_ACTION ITEM_
In the data below, which lines hold the word "that"? Copy them.

_EXERCISE MATERIAL_
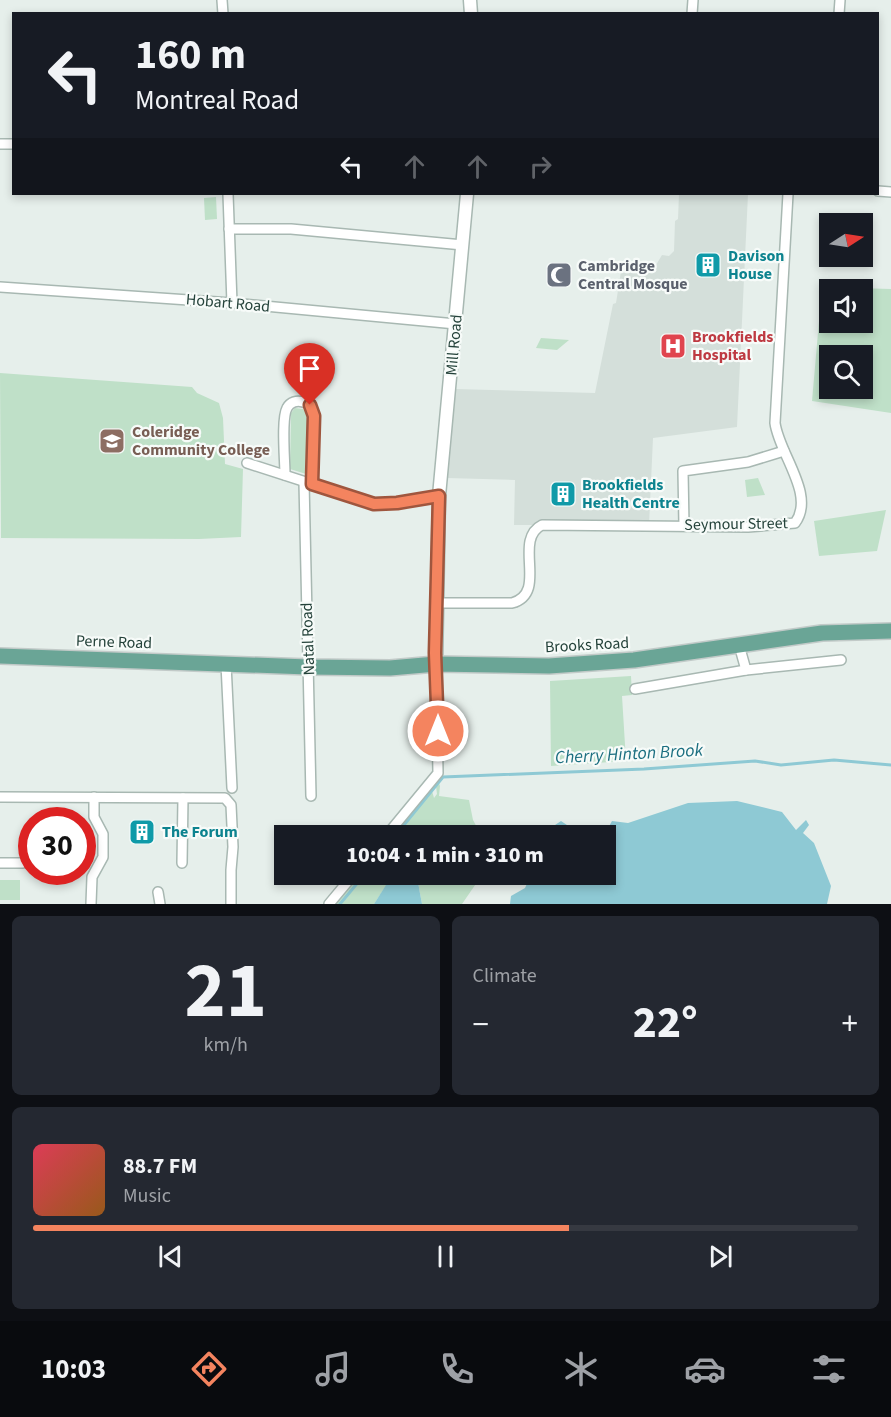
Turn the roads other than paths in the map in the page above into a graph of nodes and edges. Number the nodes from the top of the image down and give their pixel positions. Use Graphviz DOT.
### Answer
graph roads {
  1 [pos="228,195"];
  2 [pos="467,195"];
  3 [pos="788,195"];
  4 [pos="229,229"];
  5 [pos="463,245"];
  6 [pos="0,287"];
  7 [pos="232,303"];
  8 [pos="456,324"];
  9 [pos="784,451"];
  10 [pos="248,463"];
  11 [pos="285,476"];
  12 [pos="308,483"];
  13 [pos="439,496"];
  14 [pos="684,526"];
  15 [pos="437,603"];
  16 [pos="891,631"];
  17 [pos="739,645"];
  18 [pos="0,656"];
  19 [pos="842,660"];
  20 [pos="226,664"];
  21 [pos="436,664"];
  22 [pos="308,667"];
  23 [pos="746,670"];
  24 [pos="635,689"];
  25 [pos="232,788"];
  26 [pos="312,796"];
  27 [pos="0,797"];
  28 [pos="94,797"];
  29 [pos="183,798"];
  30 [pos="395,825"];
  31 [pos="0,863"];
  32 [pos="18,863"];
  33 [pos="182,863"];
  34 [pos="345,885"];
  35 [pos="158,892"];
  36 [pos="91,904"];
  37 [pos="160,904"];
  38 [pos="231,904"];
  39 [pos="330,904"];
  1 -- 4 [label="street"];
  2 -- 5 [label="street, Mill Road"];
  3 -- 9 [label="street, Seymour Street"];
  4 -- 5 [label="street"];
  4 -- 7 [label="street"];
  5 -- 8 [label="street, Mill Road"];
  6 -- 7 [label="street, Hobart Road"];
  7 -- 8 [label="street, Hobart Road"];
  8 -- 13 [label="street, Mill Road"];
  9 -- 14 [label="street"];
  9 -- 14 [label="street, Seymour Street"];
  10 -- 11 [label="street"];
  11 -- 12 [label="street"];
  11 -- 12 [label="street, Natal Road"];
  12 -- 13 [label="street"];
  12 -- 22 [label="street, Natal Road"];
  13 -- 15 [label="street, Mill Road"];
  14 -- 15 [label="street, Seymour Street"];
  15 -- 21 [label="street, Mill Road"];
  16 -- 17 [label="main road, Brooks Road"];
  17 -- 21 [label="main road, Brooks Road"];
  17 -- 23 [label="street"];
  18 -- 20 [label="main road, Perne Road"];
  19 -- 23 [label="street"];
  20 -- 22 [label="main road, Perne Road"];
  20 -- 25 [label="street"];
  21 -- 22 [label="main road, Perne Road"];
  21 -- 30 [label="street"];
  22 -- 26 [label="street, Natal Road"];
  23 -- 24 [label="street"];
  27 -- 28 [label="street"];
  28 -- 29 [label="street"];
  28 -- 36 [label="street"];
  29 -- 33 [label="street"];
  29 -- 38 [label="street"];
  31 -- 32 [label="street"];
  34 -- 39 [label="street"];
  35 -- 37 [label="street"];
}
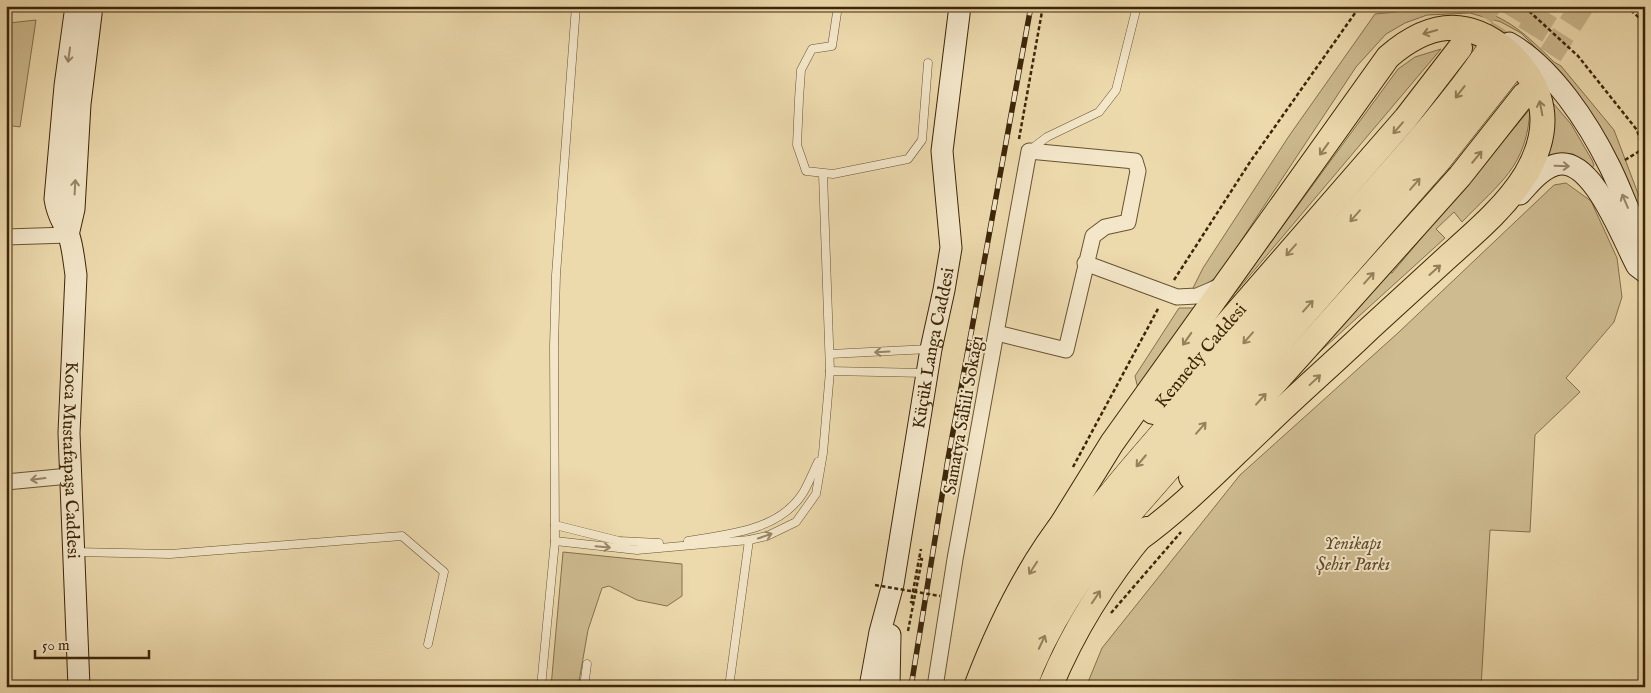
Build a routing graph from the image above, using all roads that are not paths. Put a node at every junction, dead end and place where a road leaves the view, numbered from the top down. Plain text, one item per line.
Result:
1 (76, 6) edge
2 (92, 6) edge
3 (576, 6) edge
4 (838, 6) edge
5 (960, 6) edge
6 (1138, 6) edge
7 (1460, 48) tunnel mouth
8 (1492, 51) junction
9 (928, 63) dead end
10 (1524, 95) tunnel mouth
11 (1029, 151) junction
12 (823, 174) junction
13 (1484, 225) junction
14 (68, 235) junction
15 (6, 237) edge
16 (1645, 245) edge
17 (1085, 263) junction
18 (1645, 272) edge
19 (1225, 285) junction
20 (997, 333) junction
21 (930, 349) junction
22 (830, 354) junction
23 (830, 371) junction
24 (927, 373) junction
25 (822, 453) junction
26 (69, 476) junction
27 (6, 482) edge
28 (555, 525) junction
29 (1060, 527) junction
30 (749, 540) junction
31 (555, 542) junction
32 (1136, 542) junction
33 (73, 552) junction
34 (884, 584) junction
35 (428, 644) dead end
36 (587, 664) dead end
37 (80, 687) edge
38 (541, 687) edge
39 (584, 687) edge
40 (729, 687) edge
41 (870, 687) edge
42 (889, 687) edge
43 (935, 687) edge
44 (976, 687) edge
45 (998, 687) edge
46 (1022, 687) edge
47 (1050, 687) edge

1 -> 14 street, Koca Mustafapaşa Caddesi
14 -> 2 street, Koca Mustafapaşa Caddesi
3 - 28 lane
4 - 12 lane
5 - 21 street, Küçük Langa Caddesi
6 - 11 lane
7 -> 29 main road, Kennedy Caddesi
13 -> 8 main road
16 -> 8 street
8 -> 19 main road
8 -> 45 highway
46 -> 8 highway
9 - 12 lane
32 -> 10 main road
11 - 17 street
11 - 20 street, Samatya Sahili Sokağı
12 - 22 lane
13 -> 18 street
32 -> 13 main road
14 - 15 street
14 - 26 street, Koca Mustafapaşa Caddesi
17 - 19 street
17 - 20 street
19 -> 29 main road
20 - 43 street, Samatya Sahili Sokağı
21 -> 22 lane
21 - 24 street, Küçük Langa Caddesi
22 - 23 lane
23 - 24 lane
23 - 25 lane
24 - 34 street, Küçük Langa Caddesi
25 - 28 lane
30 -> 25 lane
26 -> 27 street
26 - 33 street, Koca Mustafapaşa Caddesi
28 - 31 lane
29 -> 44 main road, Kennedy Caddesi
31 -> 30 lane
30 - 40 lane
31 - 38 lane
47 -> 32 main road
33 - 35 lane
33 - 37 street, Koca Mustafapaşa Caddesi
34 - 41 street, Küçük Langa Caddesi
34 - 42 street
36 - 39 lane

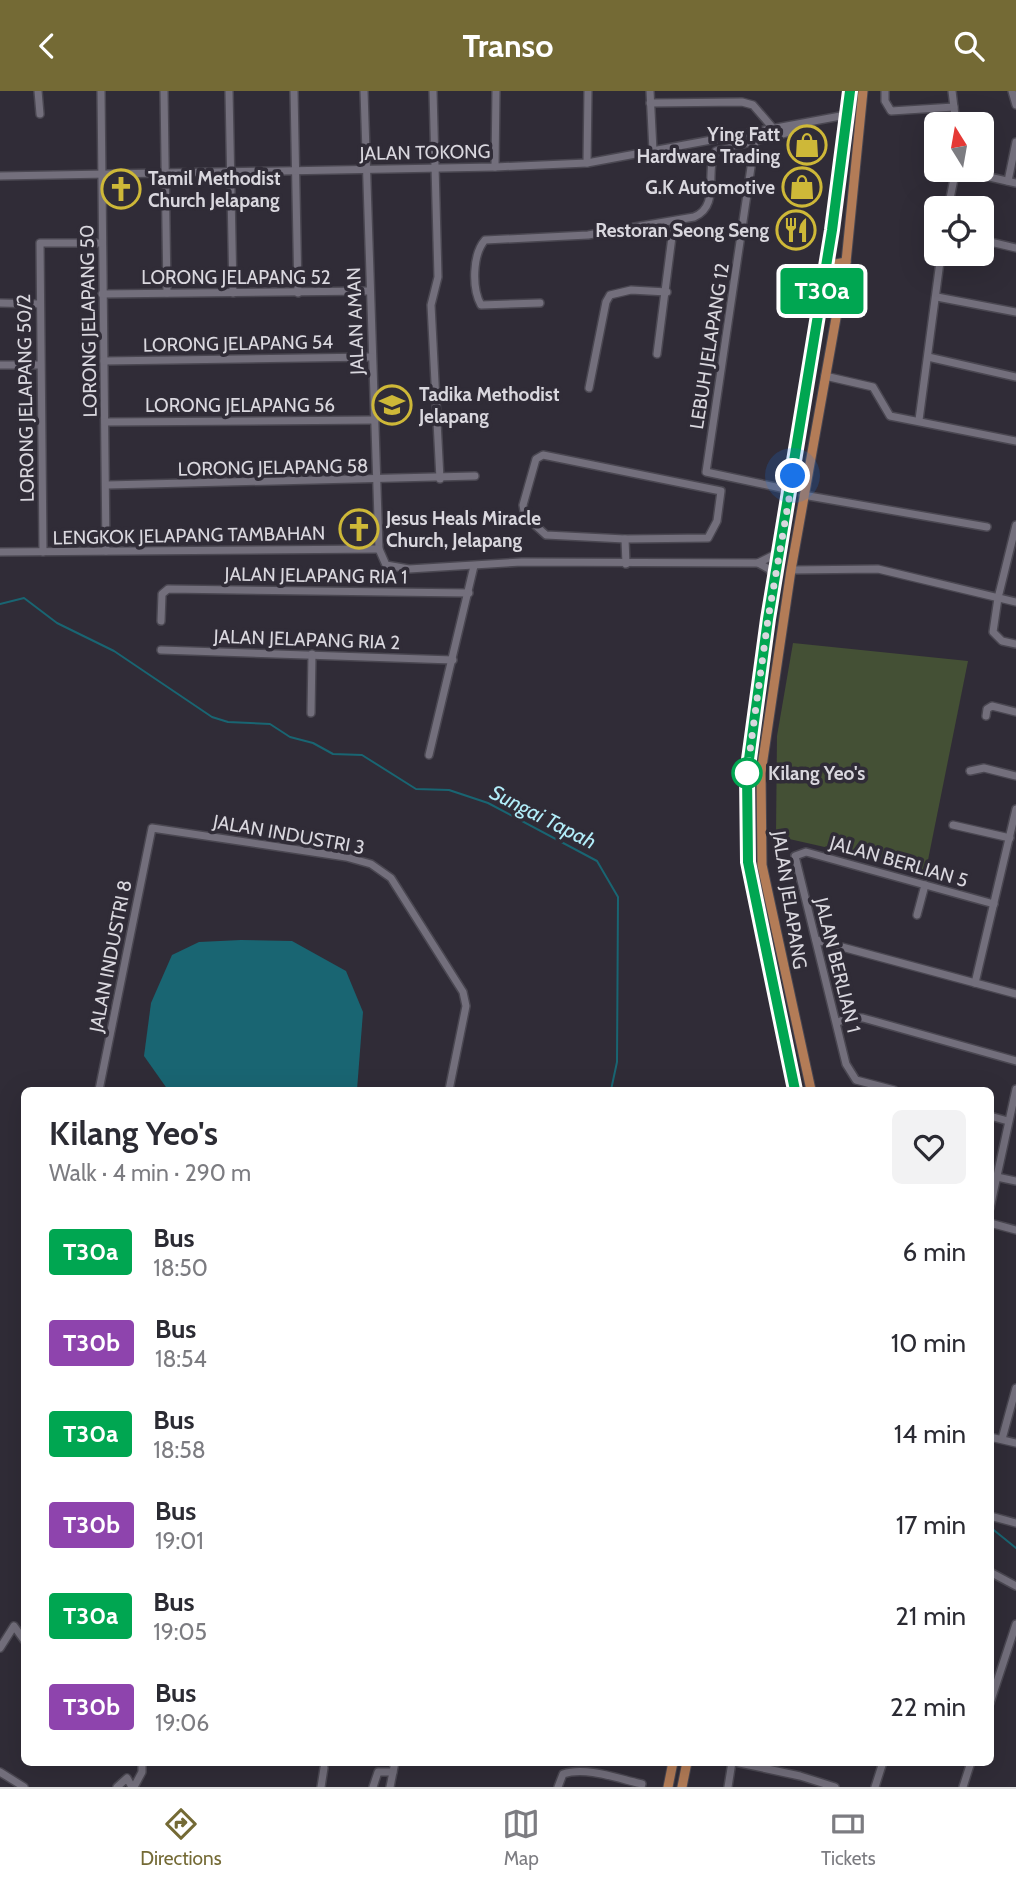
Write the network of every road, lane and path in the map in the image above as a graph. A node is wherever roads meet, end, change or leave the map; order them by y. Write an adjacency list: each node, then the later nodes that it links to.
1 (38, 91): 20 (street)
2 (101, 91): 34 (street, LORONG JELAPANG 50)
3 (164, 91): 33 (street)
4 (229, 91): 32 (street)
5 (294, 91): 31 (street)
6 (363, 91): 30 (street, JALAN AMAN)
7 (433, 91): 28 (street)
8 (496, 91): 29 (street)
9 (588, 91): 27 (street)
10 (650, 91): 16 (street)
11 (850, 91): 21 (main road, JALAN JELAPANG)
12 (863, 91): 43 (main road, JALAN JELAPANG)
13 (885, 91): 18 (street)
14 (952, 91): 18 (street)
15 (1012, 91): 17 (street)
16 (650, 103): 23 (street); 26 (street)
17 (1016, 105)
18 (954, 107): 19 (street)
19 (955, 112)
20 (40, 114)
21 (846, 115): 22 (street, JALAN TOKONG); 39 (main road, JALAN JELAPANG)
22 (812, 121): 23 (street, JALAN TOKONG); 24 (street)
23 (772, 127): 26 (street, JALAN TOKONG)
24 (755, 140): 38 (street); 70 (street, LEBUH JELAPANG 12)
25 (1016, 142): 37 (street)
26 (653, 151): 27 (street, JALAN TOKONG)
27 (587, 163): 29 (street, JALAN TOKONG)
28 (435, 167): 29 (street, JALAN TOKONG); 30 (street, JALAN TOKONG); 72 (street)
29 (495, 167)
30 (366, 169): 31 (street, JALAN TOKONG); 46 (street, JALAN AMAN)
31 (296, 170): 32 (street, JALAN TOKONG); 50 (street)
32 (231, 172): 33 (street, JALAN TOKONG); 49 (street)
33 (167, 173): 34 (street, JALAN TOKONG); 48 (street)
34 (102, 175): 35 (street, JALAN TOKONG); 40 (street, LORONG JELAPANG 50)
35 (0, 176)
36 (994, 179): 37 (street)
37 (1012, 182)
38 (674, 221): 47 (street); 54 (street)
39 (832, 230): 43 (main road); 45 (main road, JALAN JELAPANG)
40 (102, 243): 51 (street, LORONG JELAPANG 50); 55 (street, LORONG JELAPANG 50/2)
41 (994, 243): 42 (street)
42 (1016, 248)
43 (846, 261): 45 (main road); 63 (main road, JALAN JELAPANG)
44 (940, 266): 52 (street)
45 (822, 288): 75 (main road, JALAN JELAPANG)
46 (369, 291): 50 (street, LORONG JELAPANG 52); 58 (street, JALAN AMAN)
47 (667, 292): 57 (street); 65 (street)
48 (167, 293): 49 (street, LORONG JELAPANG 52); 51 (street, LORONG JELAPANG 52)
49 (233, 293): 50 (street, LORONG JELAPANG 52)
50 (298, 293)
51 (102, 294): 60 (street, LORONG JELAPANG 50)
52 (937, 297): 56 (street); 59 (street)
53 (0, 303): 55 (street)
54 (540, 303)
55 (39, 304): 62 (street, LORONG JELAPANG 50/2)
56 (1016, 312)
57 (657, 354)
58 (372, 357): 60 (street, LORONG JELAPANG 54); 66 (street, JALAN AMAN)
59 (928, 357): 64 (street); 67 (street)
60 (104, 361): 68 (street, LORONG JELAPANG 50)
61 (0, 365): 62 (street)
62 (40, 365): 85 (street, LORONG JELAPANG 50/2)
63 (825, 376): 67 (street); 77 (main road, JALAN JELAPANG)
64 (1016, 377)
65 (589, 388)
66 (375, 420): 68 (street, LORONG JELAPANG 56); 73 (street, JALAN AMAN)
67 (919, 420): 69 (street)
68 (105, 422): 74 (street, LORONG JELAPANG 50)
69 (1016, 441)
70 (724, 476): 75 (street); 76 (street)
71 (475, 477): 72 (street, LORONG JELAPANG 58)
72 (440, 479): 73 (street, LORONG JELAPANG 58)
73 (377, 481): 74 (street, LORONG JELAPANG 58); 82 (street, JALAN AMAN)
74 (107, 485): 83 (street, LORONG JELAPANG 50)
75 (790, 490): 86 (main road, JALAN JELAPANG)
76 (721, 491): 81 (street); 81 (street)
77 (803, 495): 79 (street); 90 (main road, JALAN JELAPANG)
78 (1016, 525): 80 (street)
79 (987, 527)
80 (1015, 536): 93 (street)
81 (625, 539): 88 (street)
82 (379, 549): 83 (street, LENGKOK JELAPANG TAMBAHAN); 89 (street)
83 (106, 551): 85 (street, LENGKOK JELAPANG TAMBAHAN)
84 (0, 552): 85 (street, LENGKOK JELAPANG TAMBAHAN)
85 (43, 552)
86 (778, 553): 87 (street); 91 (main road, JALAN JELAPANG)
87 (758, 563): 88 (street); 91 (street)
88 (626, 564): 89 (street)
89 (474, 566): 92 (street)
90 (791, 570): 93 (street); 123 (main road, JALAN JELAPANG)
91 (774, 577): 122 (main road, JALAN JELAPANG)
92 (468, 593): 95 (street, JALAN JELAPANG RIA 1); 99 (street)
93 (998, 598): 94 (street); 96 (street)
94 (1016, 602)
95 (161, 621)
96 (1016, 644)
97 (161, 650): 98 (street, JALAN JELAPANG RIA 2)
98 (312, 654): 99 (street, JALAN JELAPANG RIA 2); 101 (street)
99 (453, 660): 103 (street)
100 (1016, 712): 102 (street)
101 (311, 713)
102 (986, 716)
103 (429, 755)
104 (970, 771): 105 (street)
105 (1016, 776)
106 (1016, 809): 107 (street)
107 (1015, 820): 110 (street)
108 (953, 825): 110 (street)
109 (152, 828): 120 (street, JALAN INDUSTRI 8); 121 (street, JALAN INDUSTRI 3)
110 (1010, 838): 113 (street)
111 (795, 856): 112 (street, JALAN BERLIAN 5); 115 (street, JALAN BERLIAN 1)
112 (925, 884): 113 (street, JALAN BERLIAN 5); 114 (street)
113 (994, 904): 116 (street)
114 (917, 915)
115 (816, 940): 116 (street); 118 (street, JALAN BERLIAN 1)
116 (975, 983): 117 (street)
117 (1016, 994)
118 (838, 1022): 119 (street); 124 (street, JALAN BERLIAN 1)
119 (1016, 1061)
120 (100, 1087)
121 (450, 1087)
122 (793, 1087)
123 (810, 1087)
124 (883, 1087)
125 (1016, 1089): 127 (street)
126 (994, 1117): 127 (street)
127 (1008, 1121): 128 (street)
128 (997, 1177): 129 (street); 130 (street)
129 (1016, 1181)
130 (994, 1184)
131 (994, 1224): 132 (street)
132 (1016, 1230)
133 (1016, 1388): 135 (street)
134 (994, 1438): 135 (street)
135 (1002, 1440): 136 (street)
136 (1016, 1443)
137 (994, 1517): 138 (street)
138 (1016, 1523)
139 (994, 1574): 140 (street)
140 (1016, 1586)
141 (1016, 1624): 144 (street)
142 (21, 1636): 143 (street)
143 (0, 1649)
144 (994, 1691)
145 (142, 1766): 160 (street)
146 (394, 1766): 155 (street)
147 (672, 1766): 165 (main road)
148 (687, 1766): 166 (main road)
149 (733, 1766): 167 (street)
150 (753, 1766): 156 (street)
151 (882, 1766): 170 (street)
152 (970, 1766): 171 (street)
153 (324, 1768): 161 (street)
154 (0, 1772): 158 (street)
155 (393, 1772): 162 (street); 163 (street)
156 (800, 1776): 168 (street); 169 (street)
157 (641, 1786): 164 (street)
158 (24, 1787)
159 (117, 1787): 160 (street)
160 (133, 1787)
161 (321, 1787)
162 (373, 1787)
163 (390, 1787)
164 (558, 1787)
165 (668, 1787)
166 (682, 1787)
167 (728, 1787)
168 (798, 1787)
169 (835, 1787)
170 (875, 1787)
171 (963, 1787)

_RESULT BELOW_
Build a routing graph from the image above, using all roads that are not paths. Put a node at every junction, dead end and place where a road leaves the view, numbered from the top down. Plain text, one item per line.
Write the network of every road, lane and path in the map in the image above as a graph. A node is wherever roads meet, end, change or leave the map; order them by y. Write an adjacency list: each node, then the later nodes that it links to.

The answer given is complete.